*Recorded data*

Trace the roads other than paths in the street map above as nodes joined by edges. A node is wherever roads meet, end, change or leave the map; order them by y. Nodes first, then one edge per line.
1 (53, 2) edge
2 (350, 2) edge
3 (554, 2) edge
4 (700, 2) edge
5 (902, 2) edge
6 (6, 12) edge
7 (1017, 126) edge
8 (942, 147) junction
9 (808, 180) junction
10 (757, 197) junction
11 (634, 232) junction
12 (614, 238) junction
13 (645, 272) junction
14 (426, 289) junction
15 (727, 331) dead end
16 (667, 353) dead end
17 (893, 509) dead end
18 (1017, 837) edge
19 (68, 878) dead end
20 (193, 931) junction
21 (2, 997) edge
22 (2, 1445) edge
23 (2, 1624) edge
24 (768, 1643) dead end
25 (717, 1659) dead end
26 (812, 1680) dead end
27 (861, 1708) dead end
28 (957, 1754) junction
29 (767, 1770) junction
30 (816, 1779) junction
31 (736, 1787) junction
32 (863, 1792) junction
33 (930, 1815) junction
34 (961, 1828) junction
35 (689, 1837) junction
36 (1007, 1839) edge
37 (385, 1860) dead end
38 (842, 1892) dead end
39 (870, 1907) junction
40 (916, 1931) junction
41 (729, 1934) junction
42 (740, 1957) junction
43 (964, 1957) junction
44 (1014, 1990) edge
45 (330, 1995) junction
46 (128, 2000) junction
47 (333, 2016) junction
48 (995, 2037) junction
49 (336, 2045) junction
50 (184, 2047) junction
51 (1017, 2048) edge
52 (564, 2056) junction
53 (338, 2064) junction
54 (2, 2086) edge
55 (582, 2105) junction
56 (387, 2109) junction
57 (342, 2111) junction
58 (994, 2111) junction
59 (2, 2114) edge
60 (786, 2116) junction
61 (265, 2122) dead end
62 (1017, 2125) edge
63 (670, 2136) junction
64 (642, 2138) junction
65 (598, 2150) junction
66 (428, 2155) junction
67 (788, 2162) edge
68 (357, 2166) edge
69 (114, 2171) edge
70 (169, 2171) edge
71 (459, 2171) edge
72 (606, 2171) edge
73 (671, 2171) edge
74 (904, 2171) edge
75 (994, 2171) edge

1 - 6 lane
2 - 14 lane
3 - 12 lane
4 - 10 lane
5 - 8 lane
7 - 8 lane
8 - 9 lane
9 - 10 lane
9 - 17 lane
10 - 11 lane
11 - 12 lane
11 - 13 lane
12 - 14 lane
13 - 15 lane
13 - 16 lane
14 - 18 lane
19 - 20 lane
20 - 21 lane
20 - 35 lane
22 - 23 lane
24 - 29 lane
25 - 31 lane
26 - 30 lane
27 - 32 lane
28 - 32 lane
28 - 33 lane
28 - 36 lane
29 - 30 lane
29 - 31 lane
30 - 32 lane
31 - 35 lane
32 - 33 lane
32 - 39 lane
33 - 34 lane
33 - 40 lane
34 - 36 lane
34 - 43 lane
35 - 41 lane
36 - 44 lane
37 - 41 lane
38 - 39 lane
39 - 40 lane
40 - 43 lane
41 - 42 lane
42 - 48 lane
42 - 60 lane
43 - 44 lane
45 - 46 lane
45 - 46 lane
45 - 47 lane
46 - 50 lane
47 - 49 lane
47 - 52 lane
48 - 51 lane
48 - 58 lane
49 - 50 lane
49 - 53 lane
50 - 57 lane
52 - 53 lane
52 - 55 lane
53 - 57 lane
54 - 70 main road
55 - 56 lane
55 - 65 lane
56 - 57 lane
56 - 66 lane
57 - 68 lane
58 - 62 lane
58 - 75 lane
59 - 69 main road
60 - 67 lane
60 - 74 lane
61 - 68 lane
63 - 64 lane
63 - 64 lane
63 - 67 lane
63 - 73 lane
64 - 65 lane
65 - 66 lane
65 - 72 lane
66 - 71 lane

*Try it*
The data above, all of it, needs to be output exactly as written.

*Solution to this exercise*
Trace the roads other than paths in the street map above as nodes joined by edges. A node is wherever roads meet, end, change or leave the map; order them by y. Nodes first, then one edge per line.
1 (53, 2) edge
2 (350, 2) edge
3 (554, 2) edge
4 (700, 2) edge
5 (902, 2) edge
6 (6, 12) edge
7 (1017, 126) edge
8 (942, 147) junction
9 (808, 180) junction
10 (757, 197) junction
11 (634, 232) junction
12 (614, 238) junction
13 (645, 272) junction
14 (426, 289) junction
15 (727, 331) dead end
16 (667, 353) dead end
17 (893, 509) dead end
18 (1017, 837) edge
19 (68, 878) dead end
20 (193, 931) junction
21 (2, 997) edge
22 (2, 1445) edge
23 (2, 1624) edge
24 (768, 1643) dead end
25 (717, 1659) dead end
26 (812, 1680) dead end
27 (861, 1708) dead end
28 (957, 1754) junction
29 (767, 1770) junction
30 (816, 1779) junction
31 (736, 1787) junction
32 (863, 1792) junction
33 (930, 1815) junction
34 (961, 1828) junction
35 (689, 1837) junction
36 (1007, 1839) edge
37 (385, 1860) dead end
38 (842, 1892) dead end
39 (870, 1907) junction
40 (916, 1931) junction
41 (729, 1934) junction
42 (740, 1957) junction
43 (964, 1957) junction
44 (1014, 1990) edge
45 (330, 1995) junction
46 (128, 2000) junction
47 (333, 2016) junction
48 (995, 2037) junction
49 (336, 2045) junction
50 (184, 2047) junction
51 (1017, 2048) edge
52 (564, 2056) junction
53 (338, 2064) junction
54 (2, 2086) edge
55 (582, 2105) junction
56 (387, 2109) junction
57 (342, 2111) junction
58 (994, 2111) junction
59 (2, 2114) edge
60 (786, 2116) junction
61 (265, 2122) dead end
62 (1017, 2125) edge
63 (670, 2136) junction
64 (642, 2138) junction
65 (598, 2150) junction
66 (428, 2155) junction
67 (788, 2162) edge
68 (357, 2166) edge
69 (114, 2171) edge
70 (169, 2171) edge
71 (459, 2171) edge
72 (606, 2171) edge
73 (671, 2171) edge
74 (904, 2171) edge
75 (994, 2171) edge

1 - 6 lane
2 - 14 lane
3 - 12 lane
4 - 10 lane
5 - 8 lane
7 - 8 lane
8 - 9 lane
9 - 10 lane
9 - 17 lane
10 - 11 lane
11 - 12 lane
11 - 13 lane
12 - 14 lane
13 - 15 lane
13 - 16 lane
14 - 18 lane
19 - 20 lane
20 - 21 lane
20 - 35 lane
22 - 23 lane
24 - 29 lane
25 - 31 lane
26 - 30 lane
27 - 32 lane
28 - 32 lane
28 - 33 lane
28 - 36 lane
29 - 30 lane
29 - 31 lane
30 - 32 lane
31 - 35 lane
32 - 33 lane
32 - 39 lane
33 - 34 lane
33 - 40 lane
34 - 36 lane
34 - 43 lane
35 - 41 lane
36 - 44 lane
37 - 41 lane
38 - 39 lane
39 - 40 lane
40 - 43 lane
41 - 42 lane
42 - 48 lane
42 - 60 lane
43 - 44 lane
45 - 46 lane
45 - 46 lane
45 - 47 lane
46 - 50 lane
47 - 49 lane
47 - 52 lane
48 - 51 lane
48 - 58 lane
49 - 50 lane
49 - 53 lane
50 - 57 lane
52 - 53 lane
52 - 55 lane
53 - 57 lane
54 - 70 main road
55 - 56 lane
55 - 65 lane
56 - 57 lane
56 - 66 lane
57 - 68 lane
58 - 62 lane
58 - 75 lane
59 - 69 main road
60 - 67 lane
60 - 74 lane
61 - 68 lane
63 - 64 lane
63 - 64 lane
63 - 67 lane
63 - 73 lane
64 - 65 lane
65 - 66 lane
65 - 72 lane
66 - 71 lane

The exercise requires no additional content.